Isolate every line in the data with the string "lane" and copy it.

+++

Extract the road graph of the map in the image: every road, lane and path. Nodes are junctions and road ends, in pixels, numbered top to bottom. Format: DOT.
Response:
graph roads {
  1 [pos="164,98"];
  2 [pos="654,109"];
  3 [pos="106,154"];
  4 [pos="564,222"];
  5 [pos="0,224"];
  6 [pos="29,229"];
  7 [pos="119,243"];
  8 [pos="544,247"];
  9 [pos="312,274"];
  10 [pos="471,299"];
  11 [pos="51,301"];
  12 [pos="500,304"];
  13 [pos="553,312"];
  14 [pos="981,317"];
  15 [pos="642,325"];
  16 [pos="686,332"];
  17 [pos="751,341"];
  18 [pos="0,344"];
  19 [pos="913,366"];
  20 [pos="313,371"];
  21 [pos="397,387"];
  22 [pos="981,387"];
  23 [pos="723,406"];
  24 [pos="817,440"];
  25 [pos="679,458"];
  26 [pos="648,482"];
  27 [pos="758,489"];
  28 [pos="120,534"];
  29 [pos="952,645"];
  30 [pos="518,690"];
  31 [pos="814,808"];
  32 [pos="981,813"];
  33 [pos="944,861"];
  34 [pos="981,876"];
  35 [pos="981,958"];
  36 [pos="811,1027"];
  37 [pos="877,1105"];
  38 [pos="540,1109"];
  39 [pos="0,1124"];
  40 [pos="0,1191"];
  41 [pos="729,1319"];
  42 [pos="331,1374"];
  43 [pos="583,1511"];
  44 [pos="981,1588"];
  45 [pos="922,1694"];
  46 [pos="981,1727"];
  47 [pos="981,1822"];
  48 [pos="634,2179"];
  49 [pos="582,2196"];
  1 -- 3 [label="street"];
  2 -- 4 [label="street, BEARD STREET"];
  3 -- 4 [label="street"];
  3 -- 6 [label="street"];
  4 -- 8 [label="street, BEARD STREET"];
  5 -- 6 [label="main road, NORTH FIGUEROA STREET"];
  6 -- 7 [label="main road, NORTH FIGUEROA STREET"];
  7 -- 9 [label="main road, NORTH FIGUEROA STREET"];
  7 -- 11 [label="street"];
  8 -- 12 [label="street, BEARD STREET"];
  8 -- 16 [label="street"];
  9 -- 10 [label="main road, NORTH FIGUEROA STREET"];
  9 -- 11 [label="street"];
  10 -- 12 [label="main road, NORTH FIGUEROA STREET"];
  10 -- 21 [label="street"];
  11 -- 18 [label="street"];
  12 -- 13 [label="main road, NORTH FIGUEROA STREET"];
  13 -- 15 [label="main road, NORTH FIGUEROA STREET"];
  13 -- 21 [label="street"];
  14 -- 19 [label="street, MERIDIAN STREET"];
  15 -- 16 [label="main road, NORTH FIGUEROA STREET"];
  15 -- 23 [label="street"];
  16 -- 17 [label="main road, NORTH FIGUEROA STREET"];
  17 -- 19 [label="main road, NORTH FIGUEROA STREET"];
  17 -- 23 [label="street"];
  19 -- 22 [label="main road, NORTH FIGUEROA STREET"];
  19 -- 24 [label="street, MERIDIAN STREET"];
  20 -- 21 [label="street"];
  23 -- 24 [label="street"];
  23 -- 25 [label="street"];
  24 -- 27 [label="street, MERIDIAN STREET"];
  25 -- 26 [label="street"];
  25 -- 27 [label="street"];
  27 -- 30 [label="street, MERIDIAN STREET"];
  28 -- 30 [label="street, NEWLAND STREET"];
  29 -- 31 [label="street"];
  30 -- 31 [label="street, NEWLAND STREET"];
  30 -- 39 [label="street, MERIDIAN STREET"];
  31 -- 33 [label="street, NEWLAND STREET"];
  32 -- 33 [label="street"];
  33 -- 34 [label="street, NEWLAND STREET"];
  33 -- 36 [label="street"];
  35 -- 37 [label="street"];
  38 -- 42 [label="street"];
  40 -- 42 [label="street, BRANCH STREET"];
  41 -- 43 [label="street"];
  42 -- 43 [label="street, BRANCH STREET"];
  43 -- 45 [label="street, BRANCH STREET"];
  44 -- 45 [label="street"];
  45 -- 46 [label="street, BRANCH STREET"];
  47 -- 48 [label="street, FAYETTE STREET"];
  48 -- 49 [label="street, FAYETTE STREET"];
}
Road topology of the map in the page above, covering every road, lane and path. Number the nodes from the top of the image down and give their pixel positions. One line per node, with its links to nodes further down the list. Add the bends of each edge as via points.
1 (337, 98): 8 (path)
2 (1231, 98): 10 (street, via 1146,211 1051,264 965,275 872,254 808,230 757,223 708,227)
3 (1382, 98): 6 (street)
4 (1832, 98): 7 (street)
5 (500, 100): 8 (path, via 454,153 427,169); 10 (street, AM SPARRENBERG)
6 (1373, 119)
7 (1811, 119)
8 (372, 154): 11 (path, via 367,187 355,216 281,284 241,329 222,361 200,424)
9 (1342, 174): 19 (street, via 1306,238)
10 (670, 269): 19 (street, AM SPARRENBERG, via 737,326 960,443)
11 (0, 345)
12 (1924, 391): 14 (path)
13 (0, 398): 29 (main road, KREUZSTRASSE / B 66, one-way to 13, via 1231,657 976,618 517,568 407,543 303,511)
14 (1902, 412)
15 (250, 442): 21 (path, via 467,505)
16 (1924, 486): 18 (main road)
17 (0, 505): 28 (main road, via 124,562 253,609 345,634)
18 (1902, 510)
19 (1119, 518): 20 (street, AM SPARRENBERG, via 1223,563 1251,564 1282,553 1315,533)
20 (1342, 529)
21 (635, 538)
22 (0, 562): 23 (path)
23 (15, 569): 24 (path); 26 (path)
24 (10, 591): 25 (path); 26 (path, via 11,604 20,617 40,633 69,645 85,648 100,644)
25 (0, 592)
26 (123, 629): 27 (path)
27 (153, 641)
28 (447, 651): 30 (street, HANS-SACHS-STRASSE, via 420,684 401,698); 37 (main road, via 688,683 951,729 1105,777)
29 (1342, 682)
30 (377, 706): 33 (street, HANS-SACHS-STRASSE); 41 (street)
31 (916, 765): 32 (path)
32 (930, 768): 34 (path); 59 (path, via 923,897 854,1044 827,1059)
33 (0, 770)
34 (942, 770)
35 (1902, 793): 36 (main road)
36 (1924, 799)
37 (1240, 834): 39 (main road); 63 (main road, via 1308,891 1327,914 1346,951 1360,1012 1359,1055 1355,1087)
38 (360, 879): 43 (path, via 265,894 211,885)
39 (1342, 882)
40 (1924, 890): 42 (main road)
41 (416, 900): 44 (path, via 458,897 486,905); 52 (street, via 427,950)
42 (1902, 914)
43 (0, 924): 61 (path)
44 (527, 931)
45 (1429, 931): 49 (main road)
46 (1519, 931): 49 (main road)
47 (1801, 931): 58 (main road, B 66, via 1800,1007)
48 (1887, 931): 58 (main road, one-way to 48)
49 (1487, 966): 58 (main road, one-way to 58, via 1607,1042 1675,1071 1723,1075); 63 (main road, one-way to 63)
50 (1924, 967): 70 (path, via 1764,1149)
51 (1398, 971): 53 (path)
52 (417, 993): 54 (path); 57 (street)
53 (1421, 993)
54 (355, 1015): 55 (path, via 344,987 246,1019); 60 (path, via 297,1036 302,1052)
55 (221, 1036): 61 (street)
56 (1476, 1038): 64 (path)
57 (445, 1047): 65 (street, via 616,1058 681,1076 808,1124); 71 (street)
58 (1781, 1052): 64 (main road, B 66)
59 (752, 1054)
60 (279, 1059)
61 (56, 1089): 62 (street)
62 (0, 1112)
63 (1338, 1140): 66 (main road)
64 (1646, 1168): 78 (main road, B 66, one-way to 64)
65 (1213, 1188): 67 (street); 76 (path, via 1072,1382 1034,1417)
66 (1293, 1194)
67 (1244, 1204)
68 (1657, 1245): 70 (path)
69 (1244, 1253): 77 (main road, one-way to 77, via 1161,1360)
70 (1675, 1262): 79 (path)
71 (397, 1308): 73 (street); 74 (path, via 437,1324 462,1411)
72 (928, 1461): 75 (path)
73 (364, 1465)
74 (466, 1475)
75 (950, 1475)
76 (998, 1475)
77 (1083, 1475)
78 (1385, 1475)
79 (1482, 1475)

+++

**Answer area**
Extract the road graph of the map in the image: every road, lane and path. Nodes are junctions and road ends, in pixels, numbered top to bottom. Format: DOT.
Road topology of the map in the page above, covering every road, lane and path. Number the nodes from the top of the image down and give their pixel positions. One line per node, with its links to nodes further down the list. Add the bends of each edge as via points.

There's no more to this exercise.